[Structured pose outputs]
--- START ---
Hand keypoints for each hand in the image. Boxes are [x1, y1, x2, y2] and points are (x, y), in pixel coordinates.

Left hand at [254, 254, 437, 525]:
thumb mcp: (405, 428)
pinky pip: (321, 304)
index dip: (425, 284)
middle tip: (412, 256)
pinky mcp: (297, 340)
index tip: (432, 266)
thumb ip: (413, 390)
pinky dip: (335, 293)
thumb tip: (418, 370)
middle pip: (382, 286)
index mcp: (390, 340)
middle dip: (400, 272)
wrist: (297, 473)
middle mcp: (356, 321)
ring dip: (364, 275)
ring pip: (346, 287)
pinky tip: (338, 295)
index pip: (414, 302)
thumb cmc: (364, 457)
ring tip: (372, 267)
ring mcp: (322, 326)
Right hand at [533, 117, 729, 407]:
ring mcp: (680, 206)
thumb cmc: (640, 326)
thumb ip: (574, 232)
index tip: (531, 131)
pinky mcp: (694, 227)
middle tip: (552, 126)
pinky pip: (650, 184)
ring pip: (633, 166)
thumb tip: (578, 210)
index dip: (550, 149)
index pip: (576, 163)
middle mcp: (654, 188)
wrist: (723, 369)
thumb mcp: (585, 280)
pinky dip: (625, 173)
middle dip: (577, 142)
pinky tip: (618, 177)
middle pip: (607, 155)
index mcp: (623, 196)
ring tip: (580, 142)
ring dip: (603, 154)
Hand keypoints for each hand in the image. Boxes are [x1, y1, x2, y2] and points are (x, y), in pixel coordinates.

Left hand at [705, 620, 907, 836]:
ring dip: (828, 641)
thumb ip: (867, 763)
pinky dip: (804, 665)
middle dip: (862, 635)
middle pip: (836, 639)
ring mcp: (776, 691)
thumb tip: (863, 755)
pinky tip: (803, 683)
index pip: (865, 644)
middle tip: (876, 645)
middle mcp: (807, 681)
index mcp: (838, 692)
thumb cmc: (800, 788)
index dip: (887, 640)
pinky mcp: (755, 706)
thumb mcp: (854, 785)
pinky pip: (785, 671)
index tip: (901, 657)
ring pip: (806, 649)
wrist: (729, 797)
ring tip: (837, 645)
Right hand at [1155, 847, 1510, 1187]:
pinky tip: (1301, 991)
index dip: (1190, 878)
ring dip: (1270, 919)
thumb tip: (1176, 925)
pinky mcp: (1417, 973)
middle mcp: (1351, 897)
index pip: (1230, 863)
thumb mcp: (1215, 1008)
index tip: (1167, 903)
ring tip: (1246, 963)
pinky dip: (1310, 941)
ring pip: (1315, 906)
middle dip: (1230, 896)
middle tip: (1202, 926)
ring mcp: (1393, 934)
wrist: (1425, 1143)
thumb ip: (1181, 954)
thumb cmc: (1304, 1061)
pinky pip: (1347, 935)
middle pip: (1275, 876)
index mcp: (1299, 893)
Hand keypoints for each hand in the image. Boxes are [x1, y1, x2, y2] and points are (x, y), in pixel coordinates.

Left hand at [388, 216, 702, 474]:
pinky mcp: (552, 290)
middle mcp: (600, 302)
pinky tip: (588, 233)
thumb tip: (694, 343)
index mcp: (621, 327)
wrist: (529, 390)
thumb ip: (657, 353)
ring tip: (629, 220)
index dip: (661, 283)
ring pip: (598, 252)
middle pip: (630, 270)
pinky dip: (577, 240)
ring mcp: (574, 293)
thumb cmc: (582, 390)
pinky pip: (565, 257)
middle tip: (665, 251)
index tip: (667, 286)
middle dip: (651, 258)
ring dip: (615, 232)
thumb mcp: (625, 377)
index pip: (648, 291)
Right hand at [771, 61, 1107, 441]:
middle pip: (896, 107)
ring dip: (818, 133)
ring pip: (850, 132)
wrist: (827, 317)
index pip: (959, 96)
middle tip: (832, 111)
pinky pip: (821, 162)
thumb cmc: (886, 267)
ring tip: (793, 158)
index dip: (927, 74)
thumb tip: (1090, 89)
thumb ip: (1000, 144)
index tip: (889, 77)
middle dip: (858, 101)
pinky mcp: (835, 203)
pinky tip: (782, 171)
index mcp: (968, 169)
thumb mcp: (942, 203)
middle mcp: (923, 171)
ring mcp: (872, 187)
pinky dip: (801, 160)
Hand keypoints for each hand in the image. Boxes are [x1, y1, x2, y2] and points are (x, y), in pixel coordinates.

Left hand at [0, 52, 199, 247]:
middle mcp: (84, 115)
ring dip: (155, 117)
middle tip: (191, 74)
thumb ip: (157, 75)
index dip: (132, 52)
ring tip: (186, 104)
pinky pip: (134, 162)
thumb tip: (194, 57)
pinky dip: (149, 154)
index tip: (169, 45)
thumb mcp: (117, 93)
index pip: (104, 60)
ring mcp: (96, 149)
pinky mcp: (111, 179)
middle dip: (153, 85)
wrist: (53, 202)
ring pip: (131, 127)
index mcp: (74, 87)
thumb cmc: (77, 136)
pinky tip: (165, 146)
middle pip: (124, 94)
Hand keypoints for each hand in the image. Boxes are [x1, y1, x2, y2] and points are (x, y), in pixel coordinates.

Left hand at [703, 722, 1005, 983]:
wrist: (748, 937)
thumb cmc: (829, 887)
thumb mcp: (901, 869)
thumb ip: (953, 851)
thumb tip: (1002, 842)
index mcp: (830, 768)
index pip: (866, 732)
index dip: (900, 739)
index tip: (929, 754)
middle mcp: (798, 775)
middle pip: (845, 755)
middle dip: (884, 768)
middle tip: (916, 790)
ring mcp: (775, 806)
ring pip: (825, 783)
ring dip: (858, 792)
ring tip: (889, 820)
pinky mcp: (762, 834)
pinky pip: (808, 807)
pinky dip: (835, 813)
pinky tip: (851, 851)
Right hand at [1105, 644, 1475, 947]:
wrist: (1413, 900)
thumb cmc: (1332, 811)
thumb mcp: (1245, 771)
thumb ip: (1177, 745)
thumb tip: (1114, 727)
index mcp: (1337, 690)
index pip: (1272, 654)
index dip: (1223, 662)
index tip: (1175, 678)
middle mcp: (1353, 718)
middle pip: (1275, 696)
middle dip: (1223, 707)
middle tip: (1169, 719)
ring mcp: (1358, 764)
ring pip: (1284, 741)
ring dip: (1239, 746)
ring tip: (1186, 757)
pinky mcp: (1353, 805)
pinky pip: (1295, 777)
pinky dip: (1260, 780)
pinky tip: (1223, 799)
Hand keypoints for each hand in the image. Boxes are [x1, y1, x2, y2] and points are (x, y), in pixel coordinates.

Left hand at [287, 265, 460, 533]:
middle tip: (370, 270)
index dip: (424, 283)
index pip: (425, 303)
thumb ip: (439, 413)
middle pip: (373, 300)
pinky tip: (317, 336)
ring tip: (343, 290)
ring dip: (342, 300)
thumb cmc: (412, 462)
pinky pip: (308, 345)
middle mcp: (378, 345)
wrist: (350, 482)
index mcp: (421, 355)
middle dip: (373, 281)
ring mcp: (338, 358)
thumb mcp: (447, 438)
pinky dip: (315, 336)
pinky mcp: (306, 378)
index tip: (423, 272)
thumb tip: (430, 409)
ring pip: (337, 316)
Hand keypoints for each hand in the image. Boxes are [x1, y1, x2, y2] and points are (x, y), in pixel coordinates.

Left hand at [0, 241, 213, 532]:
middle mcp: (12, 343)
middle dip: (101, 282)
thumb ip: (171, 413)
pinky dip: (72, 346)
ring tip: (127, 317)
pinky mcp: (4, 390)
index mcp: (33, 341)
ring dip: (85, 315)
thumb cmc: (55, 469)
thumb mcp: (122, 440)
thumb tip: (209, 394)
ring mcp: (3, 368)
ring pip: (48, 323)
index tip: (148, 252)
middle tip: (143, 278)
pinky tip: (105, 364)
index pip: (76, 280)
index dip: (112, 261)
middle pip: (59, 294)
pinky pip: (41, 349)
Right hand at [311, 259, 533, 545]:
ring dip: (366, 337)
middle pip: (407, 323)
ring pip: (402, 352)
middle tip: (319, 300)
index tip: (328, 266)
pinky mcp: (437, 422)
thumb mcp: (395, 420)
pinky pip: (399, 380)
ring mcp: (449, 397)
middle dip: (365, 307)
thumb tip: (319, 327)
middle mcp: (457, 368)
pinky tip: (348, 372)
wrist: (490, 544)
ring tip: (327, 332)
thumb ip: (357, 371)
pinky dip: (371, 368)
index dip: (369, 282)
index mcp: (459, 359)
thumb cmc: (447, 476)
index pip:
--- END ---
**HOW TO COMPLETE THIS TASK**
Copy word for word the stretch of entries above from the line that has "pinky dip: (335, 293)" through the line that has "index dip: (1190, 878)", both ends included, and nothing outside it.

**RESULT OF THE TASK**
pinky dip: (335, 293)
thumb tip: (418, 370)
middle pip: (382, 286)
index mcp: (390, 340)
middle dip: (400, 272)
wrist: (297, 473)
middle mcp: (356, 321)
ring dip: (364, 275)
ring pip: (346, 287)
pinky tip: (338, 295)
index pip: (414, 302)
thumb cmc: (364, 457)
ring tip: (372, 267)
ring mcp: (322, 326)
Right hand at [533, 117, 729, 407]:
ring mcp: (680, 206)
thumb cmc: (640, 326)
thumb ip: (574, 232)
index tip: (531, 131)
pinky mcp: (694, 227)
middle tip: (552, 126)
pinky pip: (650, 184)
ring pip: (633, 166)
thumb tip: (578, 210)
index dip: (550, 149)
index pip: (576, 163)
middle mcp: (654, 188)
wrist: (723, 369)
thumb mcp: (585, 280)
pinky dip: (625, 173)
middle dip: (577, 142)
pinky tip: (618, 177)
middle pip: (607, 155)
index mcp: (623, 196)
ring tip: (580, 142)
ring dip: (603, 154)
Hand keypoints for each hand in the image. Boxes are [x1, y1, x2, y2] and points are (x, y), in pixel coordinates.

Left hand at [705, 620, 907, 836]:
ring dip: (828, 641)
thumb ip: (867, 763)
pinky dip: (804, 665)
middle dip: (862, 635)
middle pip: (836, 639)
ring mcp: (776, 691)
thumb tip: (863, 755)
pinky tip: (803, 683)
index pip: (865, 644)
middle tip: (876, 645)
middle mcp: (807, 681)
index mcp: (838, 692)
thumb cmc: (800, 788)
index dip: (887, 640)
pinky mcp: (755, 706)
thumb mcp: (854, 785)
pinky pip: (785, 671)
index tip: (901, 657)
ring pip: (806, 649)
wrist: (729, 797)
ring tip: (837, 645)
Right hand at [1155, 847, 1510, 1187]:
pinky tip: (1301, 991)
index dip: (1190, 878)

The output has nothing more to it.